TASK REQUIREMENTS:
Please work out how many of the lines below include "Moor". Only the number should be given.

DATA PROVIDED:
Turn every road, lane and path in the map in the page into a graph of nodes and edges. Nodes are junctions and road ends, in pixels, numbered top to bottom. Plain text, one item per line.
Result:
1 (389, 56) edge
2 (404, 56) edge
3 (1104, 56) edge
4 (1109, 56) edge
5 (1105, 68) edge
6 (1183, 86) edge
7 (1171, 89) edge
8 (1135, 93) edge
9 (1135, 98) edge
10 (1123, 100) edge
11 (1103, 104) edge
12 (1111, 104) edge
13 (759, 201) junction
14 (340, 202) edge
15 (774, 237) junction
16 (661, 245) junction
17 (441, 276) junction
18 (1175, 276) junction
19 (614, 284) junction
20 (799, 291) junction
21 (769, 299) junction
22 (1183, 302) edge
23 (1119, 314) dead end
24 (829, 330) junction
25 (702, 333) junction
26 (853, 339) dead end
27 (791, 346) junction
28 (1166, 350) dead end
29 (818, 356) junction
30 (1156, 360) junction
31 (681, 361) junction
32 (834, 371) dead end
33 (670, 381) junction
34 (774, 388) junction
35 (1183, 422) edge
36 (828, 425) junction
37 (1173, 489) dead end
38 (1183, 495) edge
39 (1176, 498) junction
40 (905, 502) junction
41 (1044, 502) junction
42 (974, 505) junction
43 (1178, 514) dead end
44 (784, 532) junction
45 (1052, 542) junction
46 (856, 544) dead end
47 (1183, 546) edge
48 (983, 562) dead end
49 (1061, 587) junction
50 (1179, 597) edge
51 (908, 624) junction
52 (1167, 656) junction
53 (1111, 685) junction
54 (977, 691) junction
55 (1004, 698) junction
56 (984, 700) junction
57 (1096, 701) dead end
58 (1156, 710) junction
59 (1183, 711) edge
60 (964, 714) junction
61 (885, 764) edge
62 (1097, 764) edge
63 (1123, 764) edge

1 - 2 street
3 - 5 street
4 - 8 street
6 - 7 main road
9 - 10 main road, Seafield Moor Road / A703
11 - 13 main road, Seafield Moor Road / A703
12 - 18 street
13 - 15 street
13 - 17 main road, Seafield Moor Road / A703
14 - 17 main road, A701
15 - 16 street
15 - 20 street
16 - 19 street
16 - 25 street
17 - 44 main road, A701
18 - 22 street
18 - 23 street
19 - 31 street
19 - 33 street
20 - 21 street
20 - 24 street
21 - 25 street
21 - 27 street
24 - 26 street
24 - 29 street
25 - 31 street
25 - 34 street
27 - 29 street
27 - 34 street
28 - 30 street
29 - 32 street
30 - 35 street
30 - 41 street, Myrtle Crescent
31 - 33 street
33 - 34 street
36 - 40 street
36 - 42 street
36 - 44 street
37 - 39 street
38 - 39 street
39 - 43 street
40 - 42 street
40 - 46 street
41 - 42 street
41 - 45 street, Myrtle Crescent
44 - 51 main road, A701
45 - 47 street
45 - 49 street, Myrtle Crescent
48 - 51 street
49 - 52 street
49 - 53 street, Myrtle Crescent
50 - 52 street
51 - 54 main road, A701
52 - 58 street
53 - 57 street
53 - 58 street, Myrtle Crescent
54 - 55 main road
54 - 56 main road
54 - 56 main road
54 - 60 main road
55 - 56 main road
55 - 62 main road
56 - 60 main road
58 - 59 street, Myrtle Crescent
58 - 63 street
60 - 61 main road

* * *

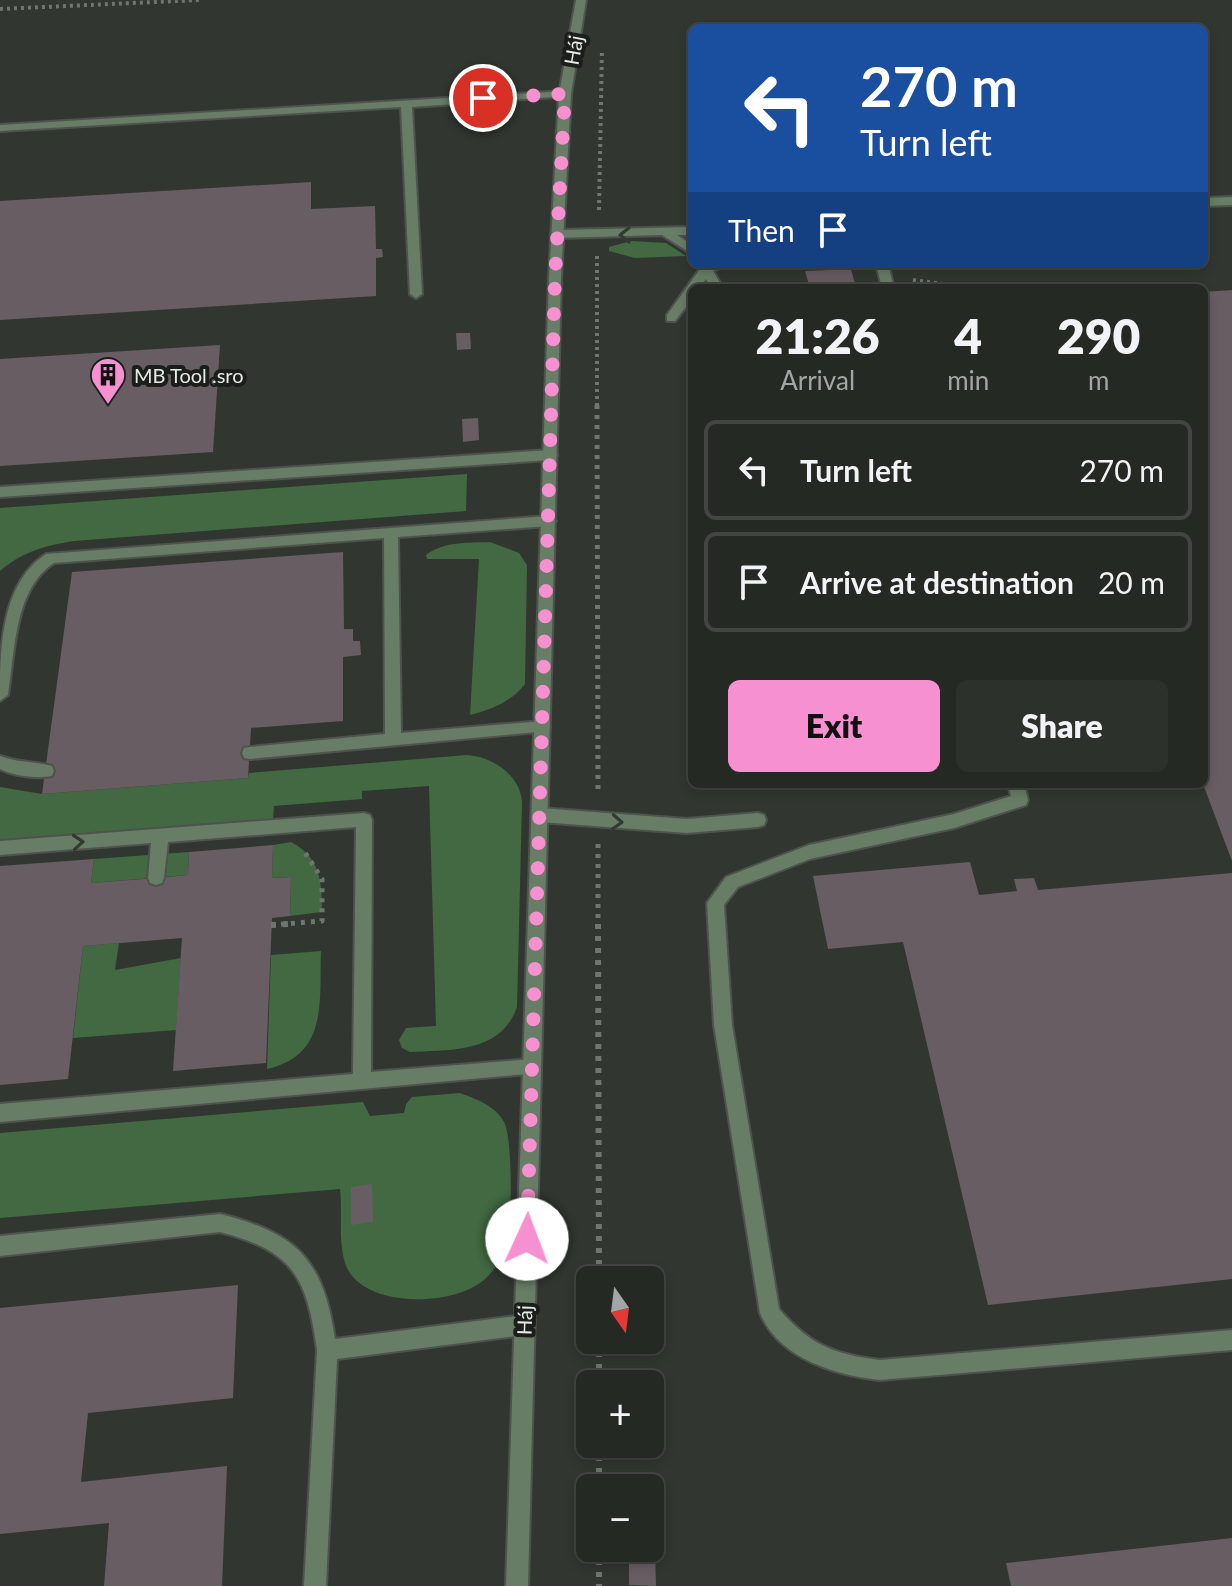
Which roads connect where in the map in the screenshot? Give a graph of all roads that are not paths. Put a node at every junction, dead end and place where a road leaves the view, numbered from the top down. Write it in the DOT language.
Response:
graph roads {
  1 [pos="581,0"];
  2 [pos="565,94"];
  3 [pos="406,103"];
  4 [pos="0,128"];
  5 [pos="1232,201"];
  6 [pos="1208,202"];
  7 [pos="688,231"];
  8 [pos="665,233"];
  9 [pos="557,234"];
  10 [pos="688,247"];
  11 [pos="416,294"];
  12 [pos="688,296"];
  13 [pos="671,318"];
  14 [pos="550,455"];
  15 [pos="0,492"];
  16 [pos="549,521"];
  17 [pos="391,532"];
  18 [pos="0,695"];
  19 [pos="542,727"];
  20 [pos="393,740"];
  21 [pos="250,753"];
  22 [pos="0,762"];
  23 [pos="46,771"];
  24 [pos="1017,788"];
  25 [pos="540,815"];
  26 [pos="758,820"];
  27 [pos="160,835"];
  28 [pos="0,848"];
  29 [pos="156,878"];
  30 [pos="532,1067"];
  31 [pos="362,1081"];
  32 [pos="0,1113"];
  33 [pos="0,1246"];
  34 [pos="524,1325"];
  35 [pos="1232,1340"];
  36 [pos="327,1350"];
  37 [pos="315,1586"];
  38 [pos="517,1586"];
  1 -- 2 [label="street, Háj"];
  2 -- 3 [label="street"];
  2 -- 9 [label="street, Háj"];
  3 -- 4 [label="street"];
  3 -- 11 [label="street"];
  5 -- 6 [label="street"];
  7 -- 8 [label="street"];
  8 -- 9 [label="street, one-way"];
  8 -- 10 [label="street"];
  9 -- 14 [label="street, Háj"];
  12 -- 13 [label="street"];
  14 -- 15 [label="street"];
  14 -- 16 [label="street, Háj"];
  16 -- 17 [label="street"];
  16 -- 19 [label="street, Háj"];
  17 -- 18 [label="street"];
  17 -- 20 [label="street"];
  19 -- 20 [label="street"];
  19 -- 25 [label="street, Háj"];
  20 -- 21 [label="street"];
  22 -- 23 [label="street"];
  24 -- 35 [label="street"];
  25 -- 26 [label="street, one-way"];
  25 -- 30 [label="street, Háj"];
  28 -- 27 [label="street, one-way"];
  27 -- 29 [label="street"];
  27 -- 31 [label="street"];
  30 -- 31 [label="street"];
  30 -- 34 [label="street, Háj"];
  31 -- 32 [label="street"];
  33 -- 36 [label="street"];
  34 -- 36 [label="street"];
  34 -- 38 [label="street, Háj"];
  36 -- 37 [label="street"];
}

--

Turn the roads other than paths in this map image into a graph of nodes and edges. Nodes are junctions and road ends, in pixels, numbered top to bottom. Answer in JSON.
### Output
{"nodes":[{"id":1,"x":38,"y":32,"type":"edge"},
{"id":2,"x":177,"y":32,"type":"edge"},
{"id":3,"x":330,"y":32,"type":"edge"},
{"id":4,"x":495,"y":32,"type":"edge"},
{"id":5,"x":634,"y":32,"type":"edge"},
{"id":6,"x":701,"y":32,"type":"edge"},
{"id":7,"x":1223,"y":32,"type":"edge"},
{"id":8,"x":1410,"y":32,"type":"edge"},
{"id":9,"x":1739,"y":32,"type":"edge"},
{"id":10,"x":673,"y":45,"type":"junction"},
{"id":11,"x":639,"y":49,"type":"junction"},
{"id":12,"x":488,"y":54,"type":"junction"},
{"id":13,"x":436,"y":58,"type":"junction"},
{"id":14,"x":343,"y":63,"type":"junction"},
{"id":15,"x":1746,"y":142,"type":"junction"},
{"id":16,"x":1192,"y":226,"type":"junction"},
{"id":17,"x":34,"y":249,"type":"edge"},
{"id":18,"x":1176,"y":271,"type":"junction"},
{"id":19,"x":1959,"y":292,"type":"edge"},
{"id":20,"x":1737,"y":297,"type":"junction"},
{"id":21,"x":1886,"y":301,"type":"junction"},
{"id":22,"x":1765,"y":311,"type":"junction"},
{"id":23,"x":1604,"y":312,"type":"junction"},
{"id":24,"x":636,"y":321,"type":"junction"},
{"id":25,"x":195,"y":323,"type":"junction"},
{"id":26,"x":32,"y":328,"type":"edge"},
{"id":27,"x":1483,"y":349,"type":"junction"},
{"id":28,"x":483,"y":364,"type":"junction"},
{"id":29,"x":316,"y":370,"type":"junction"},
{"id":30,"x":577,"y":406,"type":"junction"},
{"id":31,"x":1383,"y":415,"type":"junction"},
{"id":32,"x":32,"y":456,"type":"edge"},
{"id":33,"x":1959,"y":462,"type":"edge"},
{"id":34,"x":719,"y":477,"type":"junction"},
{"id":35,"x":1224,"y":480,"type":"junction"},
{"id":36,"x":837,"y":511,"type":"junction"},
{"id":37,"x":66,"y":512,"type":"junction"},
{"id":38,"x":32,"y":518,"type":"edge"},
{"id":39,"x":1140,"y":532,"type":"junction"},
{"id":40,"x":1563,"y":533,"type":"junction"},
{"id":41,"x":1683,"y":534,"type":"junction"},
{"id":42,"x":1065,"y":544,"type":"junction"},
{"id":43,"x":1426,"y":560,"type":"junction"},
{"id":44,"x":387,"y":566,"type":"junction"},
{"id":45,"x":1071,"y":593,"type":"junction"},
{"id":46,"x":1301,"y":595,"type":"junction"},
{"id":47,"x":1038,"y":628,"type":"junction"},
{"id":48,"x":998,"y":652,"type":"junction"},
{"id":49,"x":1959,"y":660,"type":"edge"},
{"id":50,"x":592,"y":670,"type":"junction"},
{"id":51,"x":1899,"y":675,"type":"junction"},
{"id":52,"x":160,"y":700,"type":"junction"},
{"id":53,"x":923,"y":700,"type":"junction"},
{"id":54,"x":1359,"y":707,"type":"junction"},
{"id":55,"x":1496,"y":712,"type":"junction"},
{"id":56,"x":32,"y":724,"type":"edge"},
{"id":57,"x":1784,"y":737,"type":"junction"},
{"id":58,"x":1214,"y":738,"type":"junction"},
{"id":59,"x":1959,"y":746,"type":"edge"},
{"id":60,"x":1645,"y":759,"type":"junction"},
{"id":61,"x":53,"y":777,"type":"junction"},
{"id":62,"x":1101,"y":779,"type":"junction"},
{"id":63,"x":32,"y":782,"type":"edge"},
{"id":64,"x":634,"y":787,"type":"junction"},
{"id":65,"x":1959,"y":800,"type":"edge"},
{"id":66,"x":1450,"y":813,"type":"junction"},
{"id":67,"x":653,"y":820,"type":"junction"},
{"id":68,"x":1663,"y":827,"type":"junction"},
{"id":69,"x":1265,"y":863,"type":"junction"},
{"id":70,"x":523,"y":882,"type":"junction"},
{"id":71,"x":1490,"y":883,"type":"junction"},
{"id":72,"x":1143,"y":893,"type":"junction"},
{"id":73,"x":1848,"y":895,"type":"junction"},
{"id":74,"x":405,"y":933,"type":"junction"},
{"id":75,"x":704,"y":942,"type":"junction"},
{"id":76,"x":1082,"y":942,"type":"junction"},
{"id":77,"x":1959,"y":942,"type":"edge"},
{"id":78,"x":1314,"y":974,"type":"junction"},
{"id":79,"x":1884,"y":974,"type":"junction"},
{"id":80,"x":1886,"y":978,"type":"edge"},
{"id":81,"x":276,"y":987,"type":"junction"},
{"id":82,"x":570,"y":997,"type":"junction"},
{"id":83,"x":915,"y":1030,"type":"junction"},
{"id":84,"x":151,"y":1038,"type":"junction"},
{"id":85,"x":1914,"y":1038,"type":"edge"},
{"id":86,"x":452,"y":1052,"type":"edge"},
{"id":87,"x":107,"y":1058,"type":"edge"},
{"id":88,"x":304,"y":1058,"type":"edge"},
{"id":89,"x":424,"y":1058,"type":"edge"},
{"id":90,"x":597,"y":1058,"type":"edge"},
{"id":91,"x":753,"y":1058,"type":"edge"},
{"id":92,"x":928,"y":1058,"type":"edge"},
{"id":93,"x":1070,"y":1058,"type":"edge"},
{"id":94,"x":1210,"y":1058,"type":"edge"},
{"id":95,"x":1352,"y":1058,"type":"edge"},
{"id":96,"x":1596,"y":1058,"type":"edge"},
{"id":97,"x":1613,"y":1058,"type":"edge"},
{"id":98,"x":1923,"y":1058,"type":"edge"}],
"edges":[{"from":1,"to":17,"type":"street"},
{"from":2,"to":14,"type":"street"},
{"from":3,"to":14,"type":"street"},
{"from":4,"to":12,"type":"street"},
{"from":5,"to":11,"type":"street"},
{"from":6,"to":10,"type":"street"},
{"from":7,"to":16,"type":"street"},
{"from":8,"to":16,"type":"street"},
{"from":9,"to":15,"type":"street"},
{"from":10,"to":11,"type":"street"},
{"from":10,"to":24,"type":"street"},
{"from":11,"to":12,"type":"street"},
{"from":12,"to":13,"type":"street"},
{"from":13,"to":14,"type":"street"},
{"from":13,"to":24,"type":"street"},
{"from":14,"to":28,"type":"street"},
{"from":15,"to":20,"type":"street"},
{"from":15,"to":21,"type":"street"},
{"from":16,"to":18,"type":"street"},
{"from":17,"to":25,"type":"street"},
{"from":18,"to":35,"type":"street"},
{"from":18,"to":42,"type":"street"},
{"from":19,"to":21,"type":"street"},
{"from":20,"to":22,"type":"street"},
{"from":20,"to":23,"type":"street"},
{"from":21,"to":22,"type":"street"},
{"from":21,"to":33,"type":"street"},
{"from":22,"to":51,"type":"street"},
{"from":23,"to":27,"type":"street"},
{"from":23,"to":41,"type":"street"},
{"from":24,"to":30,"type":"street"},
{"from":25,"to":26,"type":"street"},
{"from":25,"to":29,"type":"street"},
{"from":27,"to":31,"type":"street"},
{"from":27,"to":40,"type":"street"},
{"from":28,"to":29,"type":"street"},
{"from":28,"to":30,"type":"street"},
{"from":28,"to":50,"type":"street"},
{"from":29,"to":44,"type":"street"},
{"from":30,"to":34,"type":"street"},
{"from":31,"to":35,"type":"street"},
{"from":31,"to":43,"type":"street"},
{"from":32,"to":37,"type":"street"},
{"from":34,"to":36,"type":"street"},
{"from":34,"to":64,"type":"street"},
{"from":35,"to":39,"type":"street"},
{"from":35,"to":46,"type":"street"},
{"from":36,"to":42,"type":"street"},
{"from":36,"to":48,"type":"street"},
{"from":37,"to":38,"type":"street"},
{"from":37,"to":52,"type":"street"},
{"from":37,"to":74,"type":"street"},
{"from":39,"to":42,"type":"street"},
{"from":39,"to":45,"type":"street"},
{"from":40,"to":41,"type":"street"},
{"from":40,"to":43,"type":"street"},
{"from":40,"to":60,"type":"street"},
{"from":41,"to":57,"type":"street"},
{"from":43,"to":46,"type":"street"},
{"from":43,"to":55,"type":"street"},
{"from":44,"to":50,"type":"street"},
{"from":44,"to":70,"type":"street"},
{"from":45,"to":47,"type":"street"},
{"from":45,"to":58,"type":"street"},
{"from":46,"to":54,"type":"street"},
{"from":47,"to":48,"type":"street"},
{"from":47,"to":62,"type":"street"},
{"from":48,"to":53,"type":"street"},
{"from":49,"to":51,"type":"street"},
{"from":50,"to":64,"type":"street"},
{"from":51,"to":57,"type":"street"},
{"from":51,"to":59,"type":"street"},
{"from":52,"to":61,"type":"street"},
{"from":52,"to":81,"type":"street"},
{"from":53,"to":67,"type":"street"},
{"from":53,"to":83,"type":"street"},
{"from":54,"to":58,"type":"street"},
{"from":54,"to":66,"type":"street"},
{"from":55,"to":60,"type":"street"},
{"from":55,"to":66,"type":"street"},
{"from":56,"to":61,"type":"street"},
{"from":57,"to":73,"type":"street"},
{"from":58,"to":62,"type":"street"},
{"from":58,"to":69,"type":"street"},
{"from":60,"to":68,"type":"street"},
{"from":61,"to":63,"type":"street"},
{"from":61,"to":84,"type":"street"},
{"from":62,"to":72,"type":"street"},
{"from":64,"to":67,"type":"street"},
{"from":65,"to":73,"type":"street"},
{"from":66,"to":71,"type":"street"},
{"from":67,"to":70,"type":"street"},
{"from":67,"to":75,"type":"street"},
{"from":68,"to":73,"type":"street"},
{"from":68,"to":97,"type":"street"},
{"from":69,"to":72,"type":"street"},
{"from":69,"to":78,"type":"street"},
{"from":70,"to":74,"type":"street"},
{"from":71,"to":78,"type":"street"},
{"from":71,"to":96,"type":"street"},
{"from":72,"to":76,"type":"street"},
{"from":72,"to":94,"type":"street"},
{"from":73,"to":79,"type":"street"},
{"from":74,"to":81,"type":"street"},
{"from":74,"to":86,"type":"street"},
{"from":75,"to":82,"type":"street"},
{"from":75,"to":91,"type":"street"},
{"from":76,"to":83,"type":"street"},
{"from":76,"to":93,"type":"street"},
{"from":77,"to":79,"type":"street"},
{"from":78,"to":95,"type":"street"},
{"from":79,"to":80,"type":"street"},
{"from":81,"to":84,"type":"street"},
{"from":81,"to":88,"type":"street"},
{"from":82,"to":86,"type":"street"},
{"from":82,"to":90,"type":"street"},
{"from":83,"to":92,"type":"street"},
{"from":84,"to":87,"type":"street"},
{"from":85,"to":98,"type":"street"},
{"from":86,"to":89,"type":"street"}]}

SOLUTION TO THE EXERCISE:
3